I shot up from my chair in surprise when I looked at it. It was the same dagger from the desert, but its red stone was missing.
“Where did you find the picture of it?” I asked Irem who was shocked at my outburst. “I found it at the museum, but Hisam says it hadn’t been there before.”
“When did you get this picture?” I asked Irem to clear my doubt.
“Ten days ago.” It’s when I was back on train in Romania.
“Can I see Hisam?”
Next day, Irem arranged a meeting for me with Hisam in the evening and accompanied me to see him as well. Hisam greeted us, and Irem introduced us to each other. I told him that I was writing a sci-fi book and wanted his help in this regard. I asked him if it was possible to enter alternate universe and experience it firsthand.
“According to physicist, Parallel universe or multiple realities do exist, and we experience it everyday without actually realizing it. Our multiple selves exist in separate realities, each self living a slightly or a completely different life. Think of it as Schrodinger’s cat case where a tiny particle can be in two different states at same time unless observed, so everyone is divided into multiple selves in different planes unless one reality is chosen or manifested.”
Hisam had explained to me, but said, “However, it is rare for someone to become conscious of it except for having a feeling of De Ja Vu or Mandela effect where you realize that the things are different from how you remember them.”

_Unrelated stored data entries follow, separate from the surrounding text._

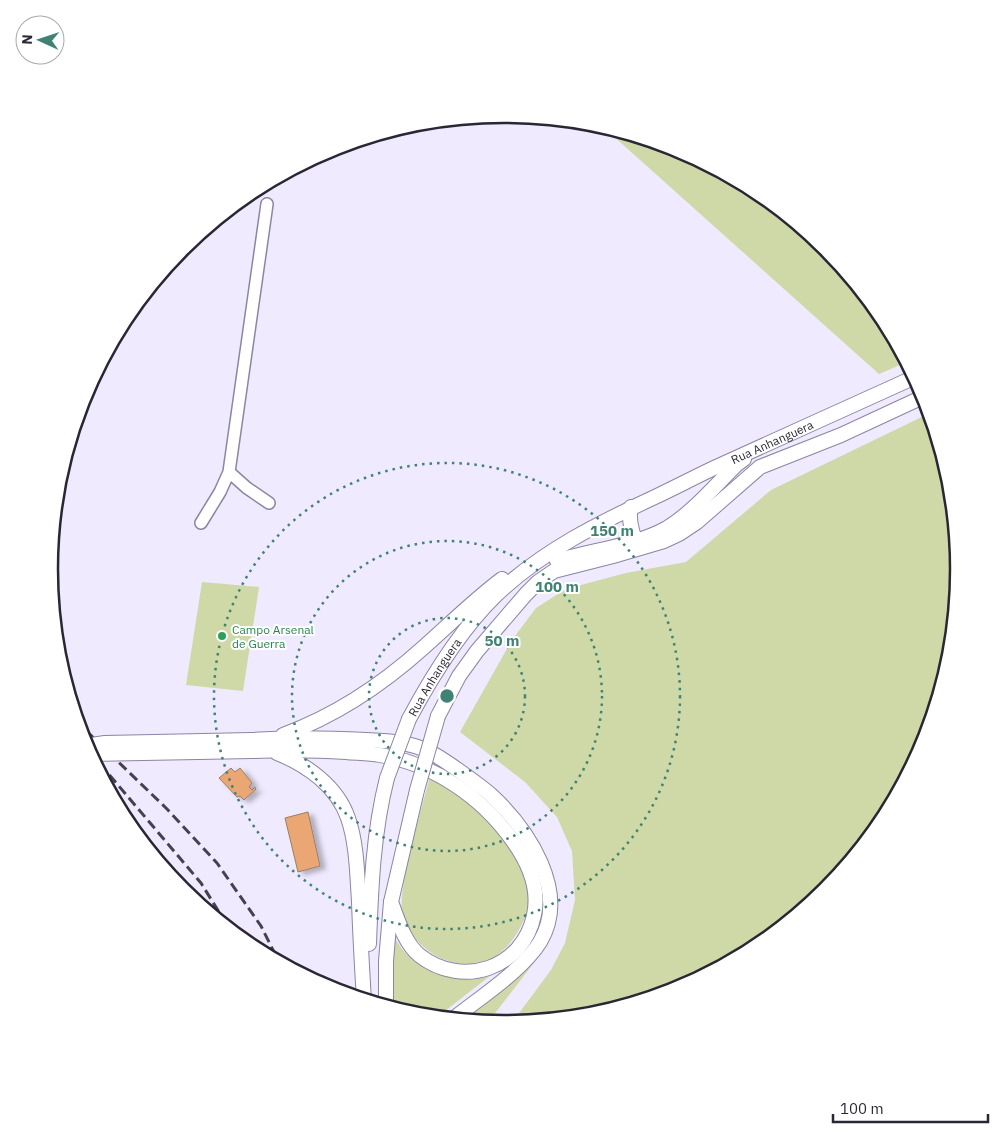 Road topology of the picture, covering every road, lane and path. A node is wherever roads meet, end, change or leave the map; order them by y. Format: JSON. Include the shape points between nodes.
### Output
{"nodes":[{"id":1,"x":267,"y":204,"type":"dead end"},
{"id":2,"x":908,"y":380,"type":"edge"},
{"id":3,"x":917,"y":400,"type":"edge"},
{"id":4,"x":777,"y":440,"type":"junction"},
{"id":5,"x":229,"y":472,"type":"junction"},
{"id":6,"x":269,"y":503,"type":"dead end"},
{"id":7,"x":631,"y":507,"type":"junction"},
{"id":8,"x":201,"y":523,"type":"dead end"},
{"id":9,"x":635,"y":541,"type":"junction"},
{"id":10,"x":561,"y":545,"type":"junction"},
{"id":11,"x":650,"y":546,"type":"junction"},
{"id":12,"x":539,"y":560,"type":"junction"},
{"id":13,"x":272,"y":744,"type":"junction"},
{"id":14,"x":93,"y":745,"type":"edge"},
{"id":15,"x":252,"y":746,"type":"junction"},
{"id":16,"x":98,"y":754,"type":"edge"},
{"id":17,"x":392,"y":902,"type":"junction"},
{"id":18,"x":364,"y":993,"type":"edge"},
{"id":19,"x":368,"y":995,"type":"edge"},
{"id":20,"x":386,"y":1000,"type":"edge"},
{"id":21,"x":460,"y":1013,"type":"edge"}],
"edges":[{"from":1,"to":5,"type":"street"},
{"from":2,"to":4,"type":"main road","name":"Rua Anhanguera"},
{"from":3,"to":11,"type":"main road","name":"Rua Anhanguera","via":[[841,435],[760,466],[688,529]]},
{"from":4,"to":7,"type":"main road","name":"Rua Anhanguera"},
{"from":4,"to":9,"type":"main road","via":[[736,465],[678,521]]},
{"from":5,"to":6,"type":"street"},
{"from":5,"to":8,"type":"street"},
{"from":7,"to":9,"type":"main road"},
{"from":7,"to":10,"type":"main road","name":"Rua Anhanguera"},
{"from":9,"to":11,"type":"main road"},
{"from":9,"to":12,"type":"main road","via":[[554,562]]},
{"from":10,"to":12,"type":"main road","name":"Rua Anhanguera"},
{"from":10,"to":13,"type":"main road","via":[[494,585],[417,653],[363,695]]},
{"from":11,"to":17,"type":"main road","name":"Rua Anhanguera","bridge":true,"via":[[554,571],[538,582],[477,651],[459,676],[438,716]]},
{"from":12,"to":19,"type":"main road","name":"Rua Anhanguera","bridge":true,"via":[[495,597],[463,634],[409,719],[387,778],[375,837]]},
{"from":13,"to":15,"type":"main road"},
{"from":13,"to":17,"type":"main road","via":[[380,755],[444,777],[486,808],[510,837],[532,876],[536,904],[527,938],[518,949],[500,963],[470,972],[448,970],[419,954],[406,937]]},
{"from":13,"to":18,"type":"main road","via":[[326,784],[348,817],[354,839]]},
{"from":13,"to":21,"type":"main road","via":[[358,740],[412,745],[449,763],[491,795],[532,846],[549,888],[546,930],[529,956],[513,972]]},
{"from":14,"to":15,"type":"main road","bridge":true},
{"from":15,"to":16,"type":"main road","bridge":true},
{"from":17,"to":20,"type":"main road","name":"Rua Anhanguera"}]}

I connected all the dots, and concluded this might be the case. It’s I who had appeared in his world and switched between two realities. But, there must be another me in his world. Where was she? Did something happen to her, and I kept showing up in her place instead?
“Irem told me you’re looking into the historical artifacts?”
“You know that the wormhole is a hypothetical passage in space-time that bridges the two worlds. It’s not true but not entirely impossible. If something from another world can appear here, it would mean that thing might create a rift in the space too.”
“That thing might open up the portal?” Was my hairpin a link between our worlds?
“Yes, look at this dagger.” Hisam showed me the picture. “Irem says it’s at the museum, but I don’t recall seeing it there before.”
“You might remember it differently.” I pushed hoping to be wrong.
“I may be, but not the curator at the museum.”
I asked Hisam about the curator, and went to see him next day at the museum. I inquired him about the dagger, and he said same that he didn’t remember it being there before. The dagger originated from Northern Africa, near Western Sahara and it had confirmed my suspicions. Three people couldn’t randomly have a false memory about a dagger.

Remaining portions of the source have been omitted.